=== Data extract ===
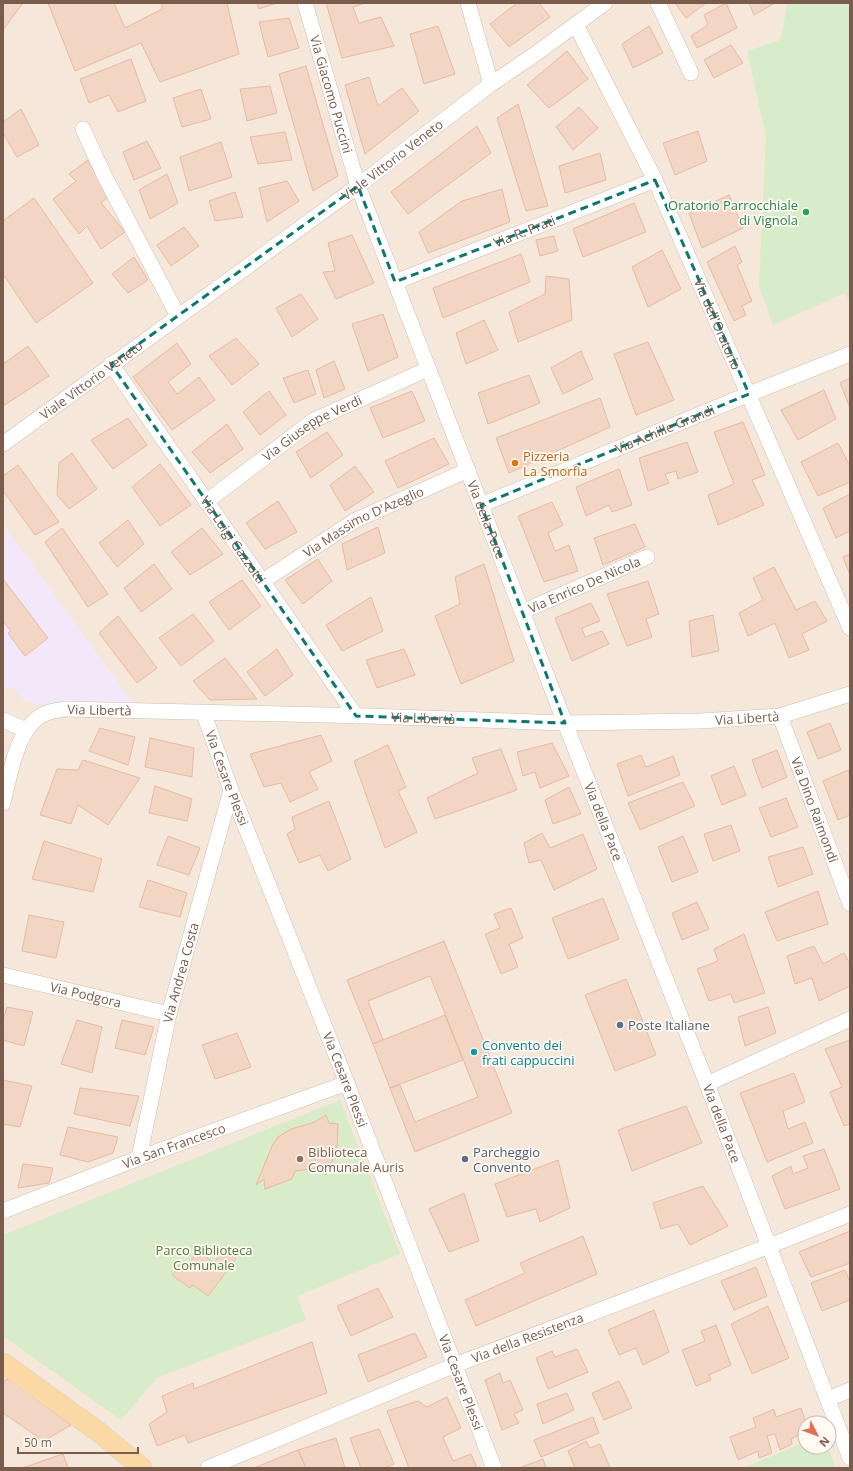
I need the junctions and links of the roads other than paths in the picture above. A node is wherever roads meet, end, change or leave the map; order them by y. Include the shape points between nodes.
1 (304, 3) edge
2 (468, 3) edge
3 (604, 3) edge
4 (658, 3) edge
5 (576, 26) junction
6 (691, 73) dead end
7 (491, 84) junction
8 (83, 129) dead end
9 (655, 180) junction
10 (358, 186) junction
11 (395, 282) junction
12 (178, 316) junction
13 (850, 354) edge
14 (111, 364) junction
15 (428, 369) junction
16 (749, 394) junction
17 (3, 444) edge
18 (468, 470) junction
19 (206, 502) junction
20 (481, 505) junction
21 (647, 557) dead end
22 (262, 581) junction
23 (522, 612) junction
24 (850, 628) edge
25 (850, 694) edge
26 (204, 714) junction
27 (356, 716) junction
28 (780, 716) junction
29 (3, 720) edge
30 (565, 723) junction
31 (26, 730) junction
32 (231, 790) junction
33 (3, 803) edge
34 (850, 904) edge
35 (3, 975) edge
36 (169, 1014) junction
37 (850, 1019) edge
38 (347, 1083) junction
39 (707, 1084) junction
40 (139, 1158) junction
41 (3, 1211) edge
42 (850, 1214) edge
43 (769, 1246) junction
44 (455, 1365) junction
45 (5, 1366) edge
46 (850, 1390) edge
47 (828, 1399) junction
48 (850, 1458) edge
49 (142, 1468) edge
50 (208, 1468) edge
51 (494, 1468) edge

1 - 10 street, Via Giacomo Puccini
2 - 7 street
3 - 5 street, Viale Vittorio Veneto
4 - 6 street
5 - 7 street, Viale Vittorio Veneto
5 - 9 street, Via dell'Oratorio
7 - 10 street, Viale Vittorio Veneto
8 - 12 street via 104,175
9 - 11 street, Via R. Prati
9 - 16 street, Via dell'Oratorio
10 - 11 street, Via della Pace
10 - 12 street, Viale Vittorio Veneto
11 - 15 street, Via della Pace
12 - 14 street, Viale Vittorio Veneto
13 - 16 street, Via Achille Grandi
14 - 17 street, Viale Vittorio Veneto
14 - 19 street, Via Luigi Gazzotti
15 - 18 street, Via della Pace
15 - 19 street, Via Giuseppe Verdi via 314,420
16 - 20 street, Via Achille Grandi
16 - 24 street, Via dell'Oratorio
18 - 20 street, Via della Pace
18 - 22 street, Via Massimo D'Azeglio via 356,520
19 - 22 street, Via Luigi Gazzotti
20 - 23 street, Via della Pace
21 - 23 street, Via Enrico De Nicola
22 - 27 street, Via Luigi Gazzotti
23 - 30 street, Via della Pace
25 - 28 street, Via Libertà
26 - 27 street, Via Libertà
26 - 31 street, Via Libertà via 65,709 44,714
26 - 32 street, Via Cesare Plessi
27 - 30 street, Via Libertà
28 - 30 street, Via Libertà via 700,721
28 - 34 street, Via Dino Raimondi
29 - 31 street
30 - 39 street, Via della Pace
31 - 33 street via 15,756
32 - 36 street, Via Andrea Costa
32 - 38 street, Via Cesare Plessi
35 - 36 street, Via Podgora
36 - 40 street, Via Andrea Costa
37 - 39 street
38 - 40 street, Via San Francesco
38 - 44 street, Via Cesare Plessi
39 - 43 street, Via della Pace
40 - 41 street, Via San Francesco
42 - 43 street, Via della Resistenza
43 - 44 street, Via della Resistenza
43 - 47 street, Via della Pace
44 - 50 street, Via della Resistenza
44 - 51 street, Via Cesare Plessi
45 - 49 main road via 100,1433
46 - 47 street
47 - 48 street, Via della Pace

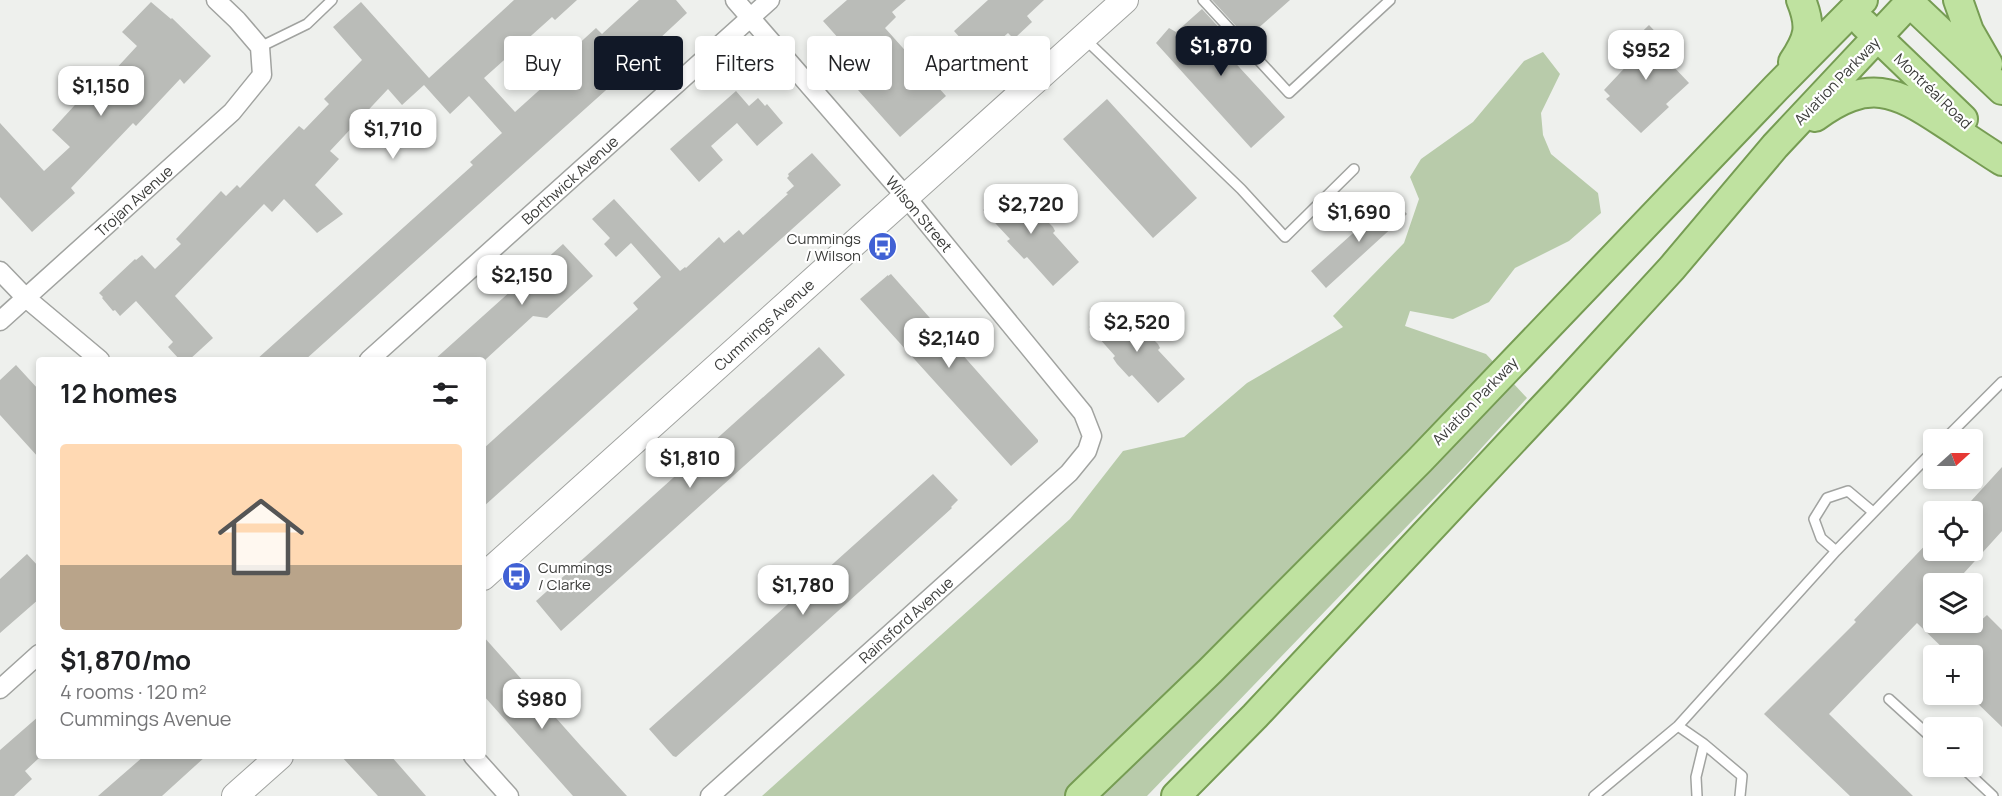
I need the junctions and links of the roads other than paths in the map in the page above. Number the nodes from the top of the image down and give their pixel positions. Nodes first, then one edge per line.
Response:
1 (216, 0) edge
2 (332, 0) edge
3 (735, 0) edge
4 (770, 0) edge
5 (1125, 0) edge
6 (1203, 0) edge
7 (1390, 0) edge
8 (1801, 0) edge
9 (1958, 0) edge
10 (1910, 1) edge
11 (1851, 4) edge
12 (750, 17) junction
13 (1083, 37) junction
14 (1878, 38) junction
15 (260, 47) junction
16 (1776, 88) junction
17 (2002, 90) edge
18 (1775, 146) junction
19 (2002, 156) edge
20 (2002, 161) edge
21 (1354, 169) dead end
22 (906, 197) junction
23 (0, 271) edge
24 (26, 298) junction
25 (0, 321) edge
26 (96, 357) edge
27 (372, 357) edge
28 (2002, 382) edge
29 (1955, 429) edge
30 (1092, 436) joint
31 (1923, 461) edge
32 (1873, 512) junction
33 (1836, 551) junction
34 (486, 573) edge
35 (36, 657) edge
36 (0, 689) edge
37 (1889, 699) dead end
38 (1678, 726) junction
39 (1923, 730) edge
40 (1704, 744) junction
41 (277, 759) edge
42 (476, 759) edge
43 (1973, 777) edge
44 (235, 796) edge
45 (509, 796) edge
46 (710, 796) edge
47 (1080, 796) edge
48 (1176, 796) edge
49 (1594, 796) edge
50 (1697, 796) edge
51 (1740, 796) edge
52 (1993, 796) edge

1 - 15 street
2 - 15 lane
3 - 12 street, Wilson Street
4 - 12 street, Borthwick Avenue
5 - 13 street, Cummings Avenue
6 - 7 lane
8 - 16 main road
9 - 17 main road
10 - 14 main road, Aviation Parkway
10 - 17 main road
11 - 14 main road, Montréal Road
11 - 16 main road, Aviation Parkway
12 - 22 street, Wilson Street
12 - 27 street, Borthwick Avenue
13 - 21 lane
13 - 22 street, Cummings Avenue
14 - 18 main road, Aviation Parkway
14 - 19 main road, Montréal Road
15 - 24 street, Trojan Avenue
16 - 47 main road, Aviation Parkway
18 - 20 main road
18 - 48 main road, Aviation Parkway
22 - 30 street, Wilson Street
22 - 34 street, Cummings Avenue
23 - 24 street
24 - 25 street, Trojan Avenue
24 - 26 street
28 - 29 lane
30 - 46 street, Rainsford Avenue
31 - 32 lane
32 - 33 lane
32 - 33 lane
33 - 38 lane
35 - 36 street
37 - 39 lane
38 - 40 lane
38 - 49 lane
40 - 50 lane
40 - 51 lane
41 - 44 street
42 - 45 street
43 - 52 lane

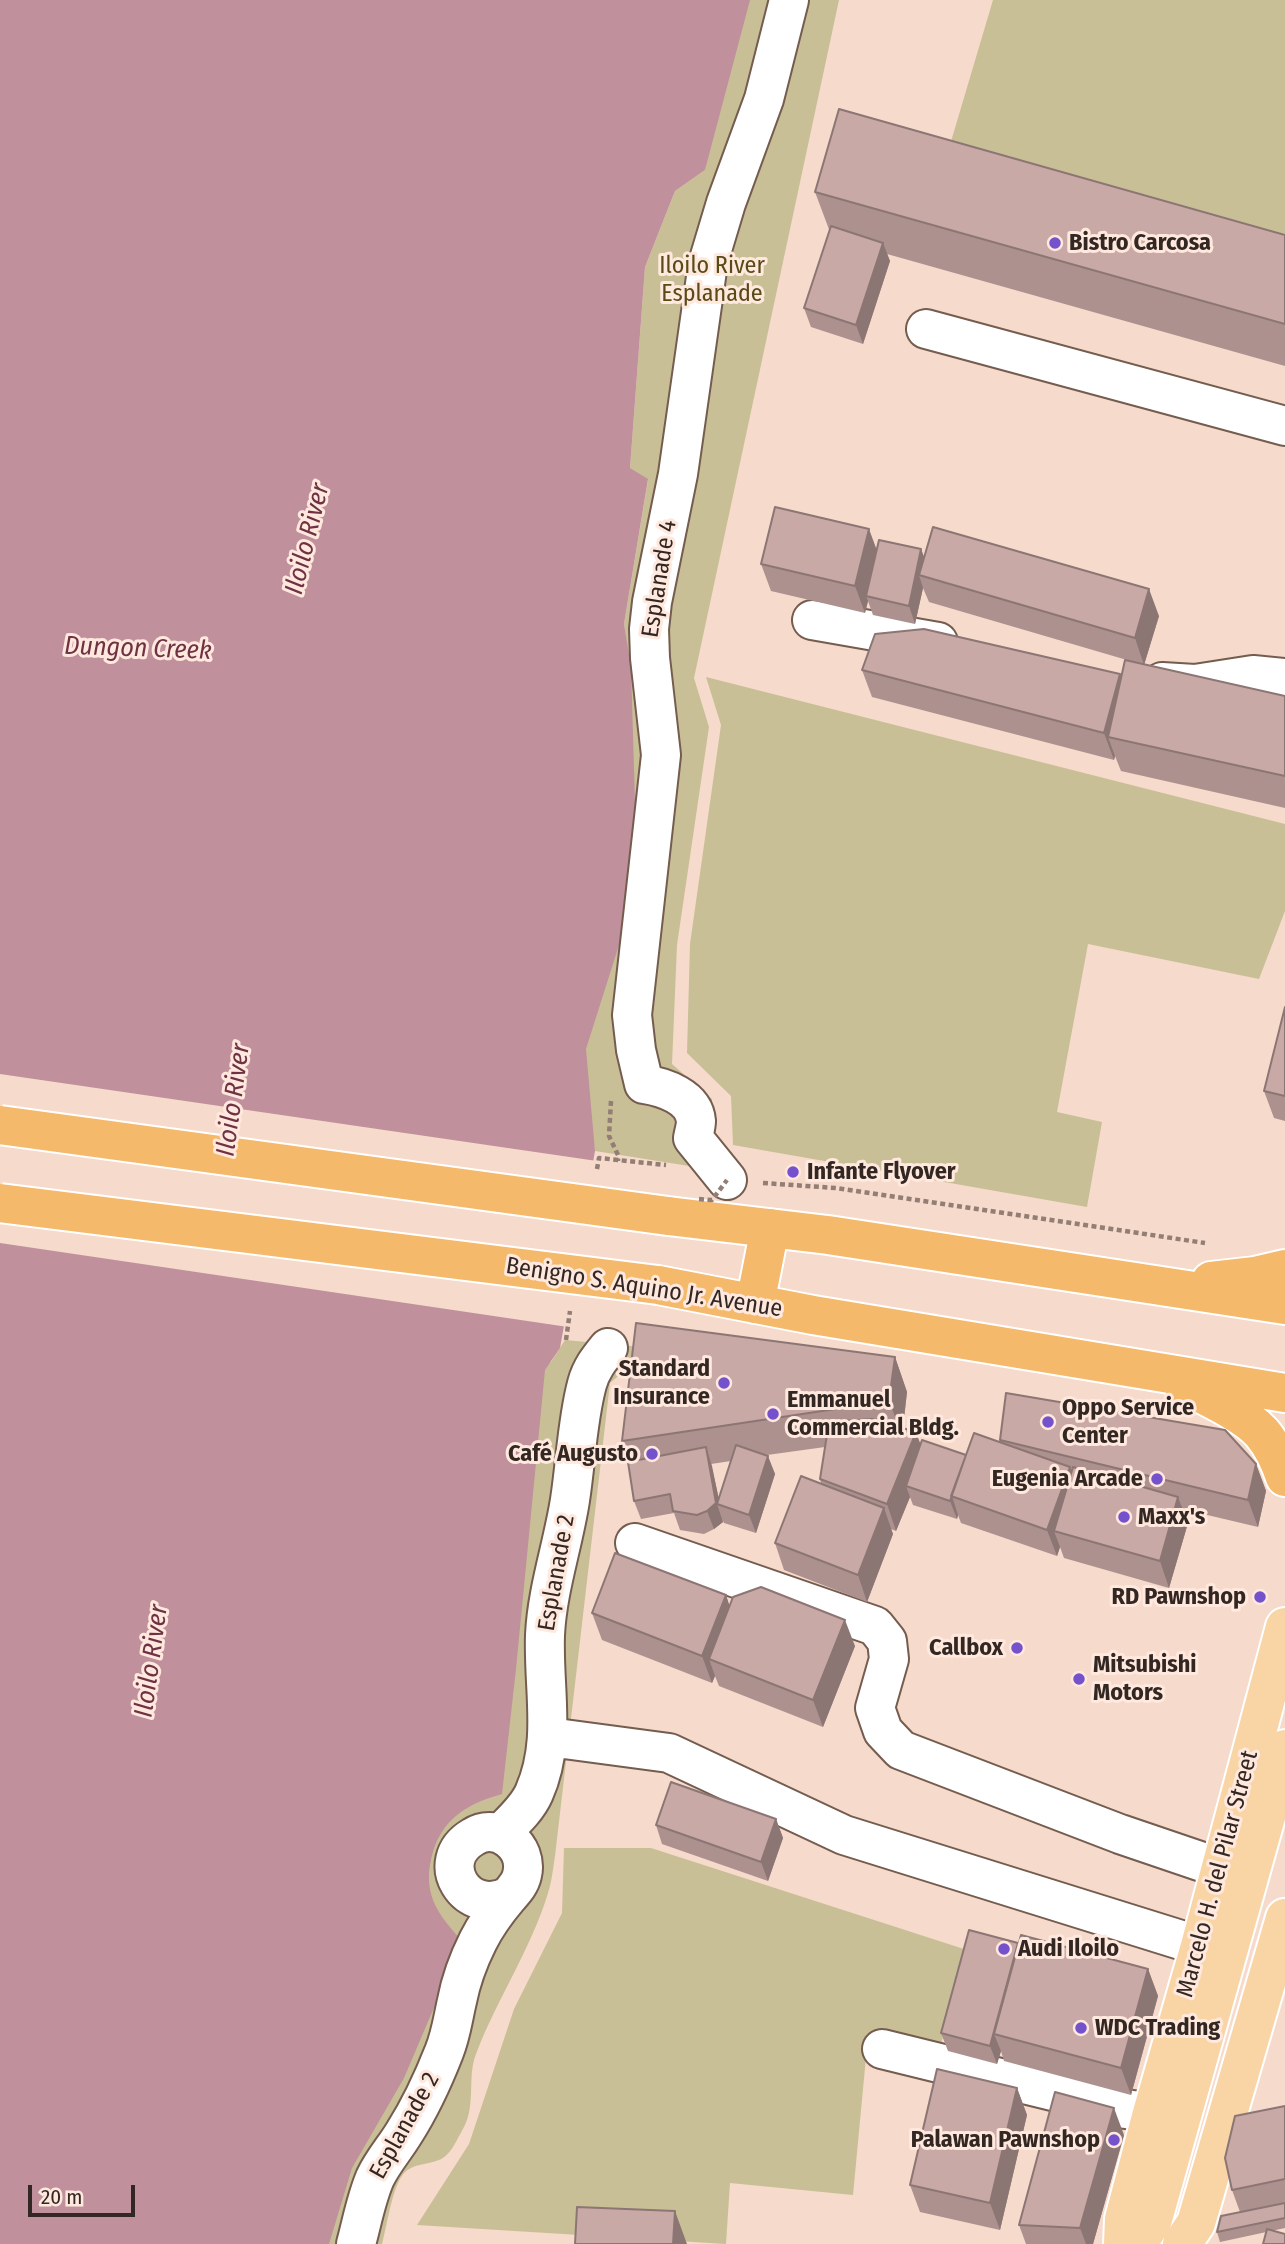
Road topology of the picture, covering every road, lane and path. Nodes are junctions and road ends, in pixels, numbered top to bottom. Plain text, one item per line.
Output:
1 (789, 0) edge
2 (926, 329) dead end
3 (1285, 426) edge
4 (812, 620) dead end
5 (973, 649) edge
6 (1134, 677) edge
7 (1285, 678) edge
8 (0, 1125) edge
9 (693, 1138) junction
10 (599, 1158) dead end
11 (740, 1181) joint
12 (0, 1203) edge
13 (769, 1228) junction
14 (1209, 1244) dead end
15 (1285, 1269) edge
16 (1159, 1285) junction
17 (755, 1304) junction
18 (1285, 1305) edge
19 (608, 1348) dead end
20 (1146, 1368) junction
21 (1285, 1393) edge
22 (1285, 1477) edge
23 (635, 1543) dead end
24 (1285, 1627) edge
25 (548, 1737) junction
26 (1285, 1749) edge
27 (500, 1834) junction
28 (1220, 1868) junction
29 (509, 1896) junction
30 (1285, 1918) edge
31 (1199, 1946) junction
32 (882, 2049) dead end
33 (1152, 2113) junction
34 (1150, 2236) edge
35 (356, 2244) edge
36 (1123, 2244) edge
37 (1182, 2244) edge

1 - 9 street, Esplanade 4
2 - 3 street
4 - 5 street
6 - 7 street
8 - 13 highway, bridge
9 - 10 path
9 - 11 street
11 - 14 path
12 - 17 highway, Benigno S. Aquino Jr. Avenue, bridge
13 - 16 highway
13 - 17 highway
15 - 16 highway
16 - 18 highway
17 - 20 highway, Benigno S. Aquino Jr. Avenue
19 - 25 street, Esplanade 2
20 - 21 highway, Benigno S. Aquino Jr. Avenue
20 - 22 highway
23 - 28 street
24 - 28 main road, Marcelo H. del Pilar Street
25 - 27 street, Esplanade 2
25 - 31 street
26 - 34 main road, Marcelo H. del Pilar Street
27 - 29 street, Esplanade 2
27 - 29 street
28 - 31 main road, Marcelo H. del Pilar Street
29 - 35 street, Esplanade 2
30 - 37 main road
31 - 33 main road, Marcelo H. del Pilar Street
32 - 33 street
33 - 36 main road, Marcelo H. del Pilar Street

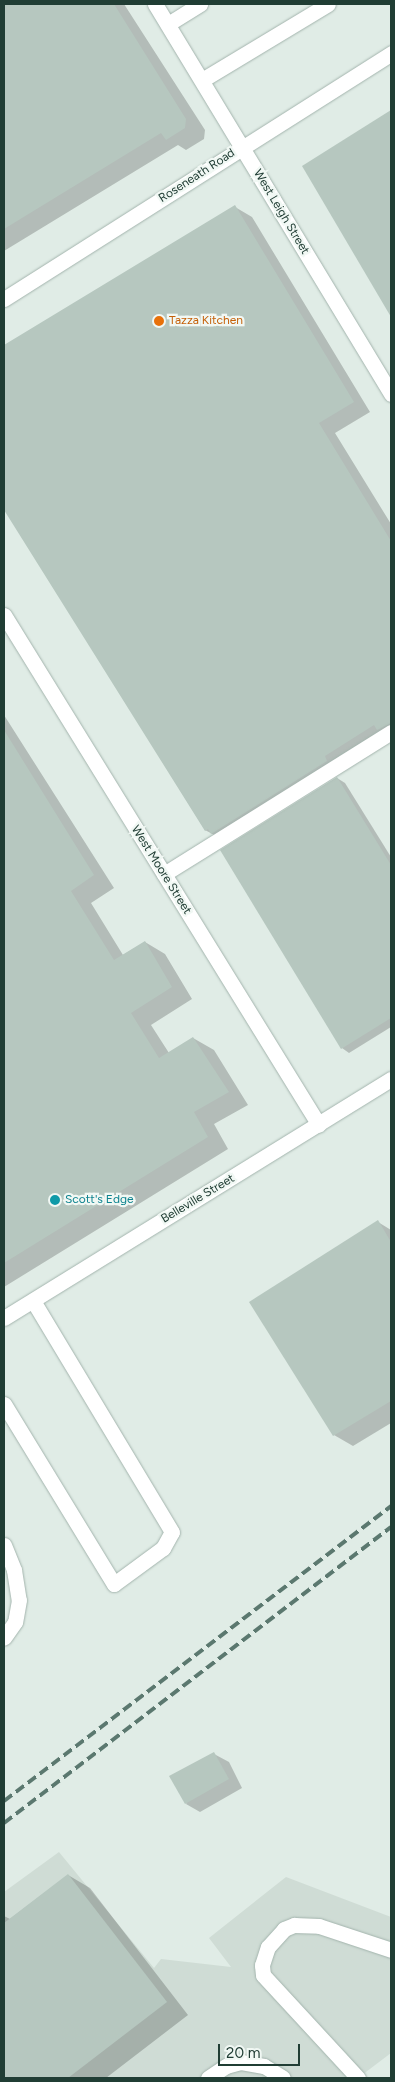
===
Try it - Would you copy all lines in the records where the string "Andrea" appears?

Task answer -
32 - 36 street, Via Andrea Costa
36 - 40 street, Via Andrea Costa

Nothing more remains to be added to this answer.